* Task item *
Output each record below exactly. No images go in the copy.

* Data excerpts *

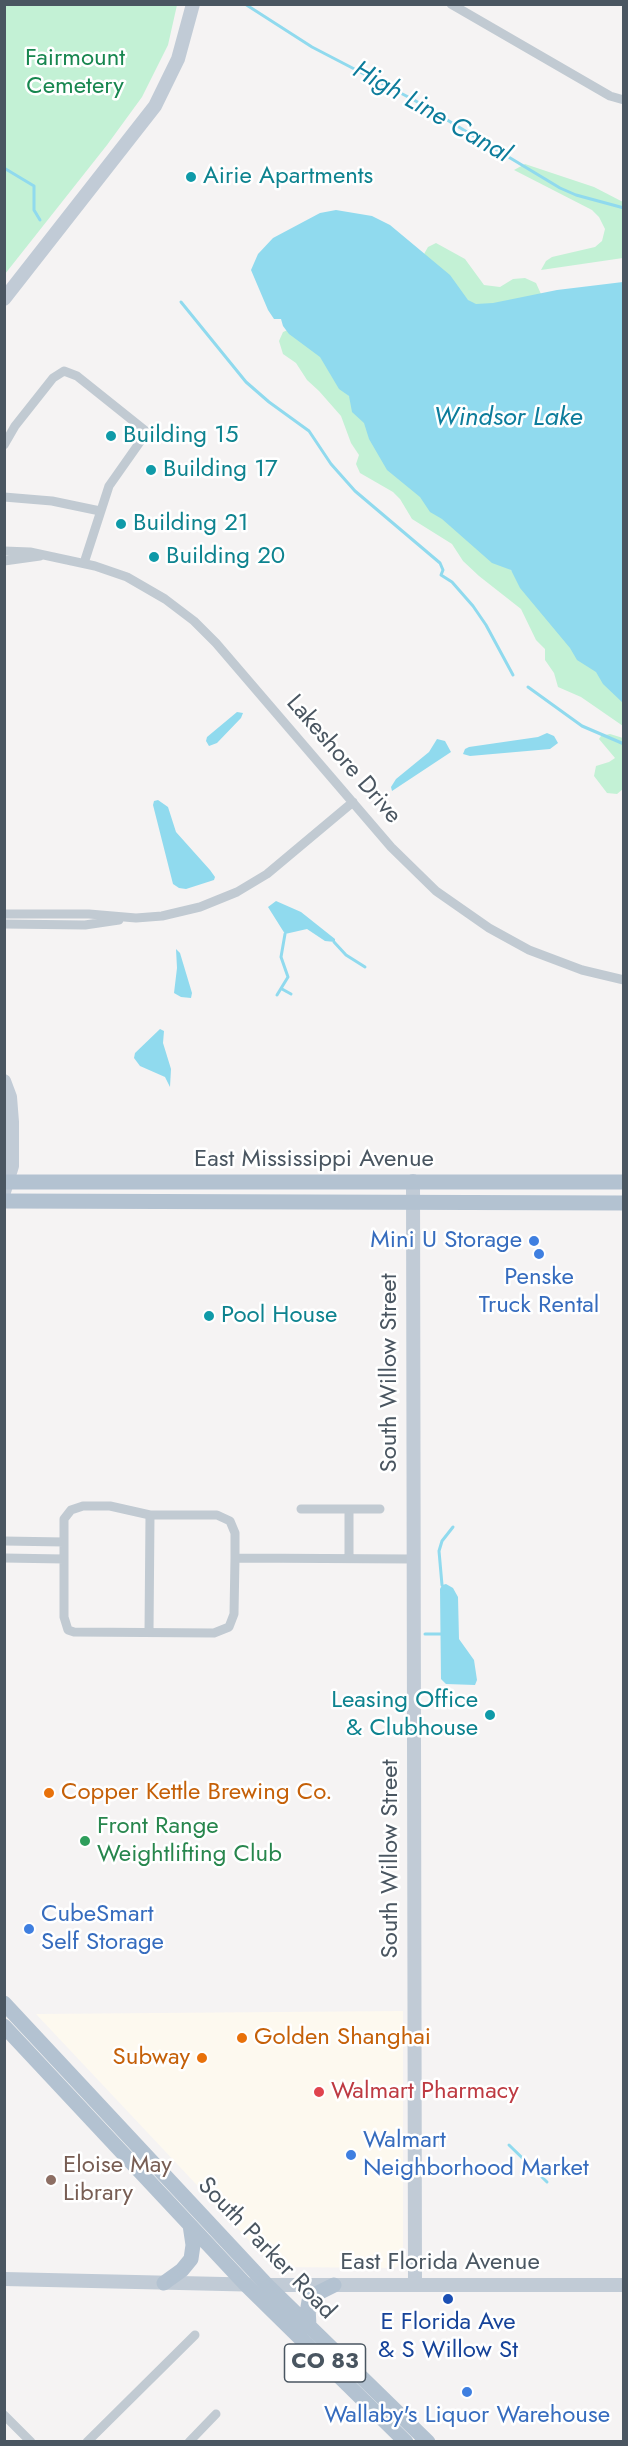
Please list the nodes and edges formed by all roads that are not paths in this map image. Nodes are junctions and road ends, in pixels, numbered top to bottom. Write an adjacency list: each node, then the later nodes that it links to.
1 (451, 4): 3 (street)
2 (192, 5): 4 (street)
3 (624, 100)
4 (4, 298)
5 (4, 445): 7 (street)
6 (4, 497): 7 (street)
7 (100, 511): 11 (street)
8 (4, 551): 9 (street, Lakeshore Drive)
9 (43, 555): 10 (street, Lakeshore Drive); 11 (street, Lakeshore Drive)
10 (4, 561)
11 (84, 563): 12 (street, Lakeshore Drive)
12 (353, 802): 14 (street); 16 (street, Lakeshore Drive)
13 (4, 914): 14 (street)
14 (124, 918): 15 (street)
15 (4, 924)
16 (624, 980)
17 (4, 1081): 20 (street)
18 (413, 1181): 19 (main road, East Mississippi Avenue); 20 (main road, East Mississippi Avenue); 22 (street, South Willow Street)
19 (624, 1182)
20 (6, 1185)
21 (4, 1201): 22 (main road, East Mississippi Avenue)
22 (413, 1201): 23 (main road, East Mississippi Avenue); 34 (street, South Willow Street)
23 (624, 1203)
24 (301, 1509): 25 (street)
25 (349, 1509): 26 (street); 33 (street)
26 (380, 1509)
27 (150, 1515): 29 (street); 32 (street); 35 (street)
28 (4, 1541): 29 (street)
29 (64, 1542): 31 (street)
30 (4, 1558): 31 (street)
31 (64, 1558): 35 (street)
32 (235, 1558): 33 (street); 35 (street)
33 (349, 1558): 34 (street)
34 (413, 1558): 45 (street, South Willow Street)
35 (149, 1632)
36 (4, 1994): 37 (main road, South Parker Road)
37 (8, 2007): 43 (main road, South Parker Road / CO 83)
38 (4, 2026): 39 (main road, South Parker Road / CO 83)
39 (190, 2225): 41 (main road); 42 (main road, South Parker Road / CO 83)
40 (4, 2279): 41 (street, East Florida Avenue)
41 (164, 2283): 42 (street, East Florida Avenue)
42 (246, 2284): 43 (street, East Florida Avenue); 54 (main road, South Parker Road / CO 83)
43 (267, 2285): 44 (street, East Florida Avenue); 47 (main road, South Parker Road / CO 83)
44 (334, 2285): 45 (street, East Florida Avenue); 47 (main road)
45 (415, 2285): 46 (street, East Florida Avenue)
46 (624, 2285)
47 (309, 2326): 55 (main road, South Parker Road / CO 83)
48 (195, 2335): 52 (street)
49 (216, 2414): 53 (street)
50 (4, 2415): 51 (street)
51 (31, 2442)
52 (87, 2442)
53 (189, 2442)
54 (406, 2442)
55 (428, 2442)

* Final answer *
Please list the nodes and edges formed by all roads that are not paths in this map image. Nodes are junctions and road ends, in pixels, numbered top to bottom. Write an adjacency list: each node, then the later nodes that it links to.
1 (451, 4): 3 (street)
2 (192, 5): 4 (street)
3 (624, 100)
4 (4, 298)
5 (4, 445): 7 (street)
6 (4, 497): 7 (street)
7 (100, 511): 11 (street)
8 (4, 551): 9 (street, Lakeshore Drive)
9 (43, 555): 10 (street, Lakeshore Drive); 11 (street, Lakeshore Drive)
10 (4, 561)
11 (84, 563): 12 (street, Lakeshore Drive)
12 (353, 802): 14 (street); 16 (street, Lakeshore Drive)
13 (4, 914): 14 (street)
14 (124, 918): 15 (street)
15 (4, 924)
16 (624, 980)
17 (4, 1081): 20 (street)
18 (413, 1181): 19 (main road, East Mississippi Avenue); 20 (main road, East Mississippi Avenue); 22 (street, South Willow Street)
19 (624, 1182)
20 (6, 1185)
21 (4, 1201): 22 (main road, East Mississippi Avenue)
22 (413, 1201): 23 (main road, East Mississippi Avenue); 34 (street, South Willow Street)
23 (624, 1203)
24 (301, 1509): 25 (street)
25 (349, 1509): 26 (street); 33 (street)
26 (380, 1509)
27 (150, 1515): 29 (street); 32 (street); 35 (street)
28 (4, 1541): 29 (street)
29 (64, 1542): 31 (street)
30 (4, 1558): 31 (street)
31 (64, 1558): 35 (street)
32 (235, 1558): 33 (street); 35 (street)
33 (349, 1558): 34 (street)
34 (413, 1558): 45 (street, South Willow Street)
35 (149, 1632)
36 (4, 1994): 37 (main road, South Parker Road)
37 (8, 2007): 43 (main road, South Parker Road / CO 83)
38 (4, 2026): 39 (main road, South Parker Road / CO 83)
39 (190, 2225): 41 (main road); 42 (main road, South Parker Road / CO 83)
40 (4, 2279): 41 (street, East Florida Avenue)
41 (164, 2283): 42 (street, East Florida Avenue)
42 (246, 2284): 43 (street, East Florida Avenue); 54 (main road, South Parker Road / CO 83)
43 (267, 2285): 44 (street, East Florida Avenue); 47 (main road, South Parker Road / CO 83)
44 (334, 2285): 45 (street, East Florida Avenue); 47 (main road)
45 (415, 2285): 46 (street, East Florida Avenue)
46 (624, 2285)
47 (309, 2326): 55 (main road, South Parker Road / CO 83)
48 (195, 2335): 52 (street)
49 (216, 2414): 53 (street)
50 (4, 2415): 51 (street)
51 (31, 2442)
52 (87, 2442)
53 (189, 2442)
54 (406, 2442)
55 (428, 2442)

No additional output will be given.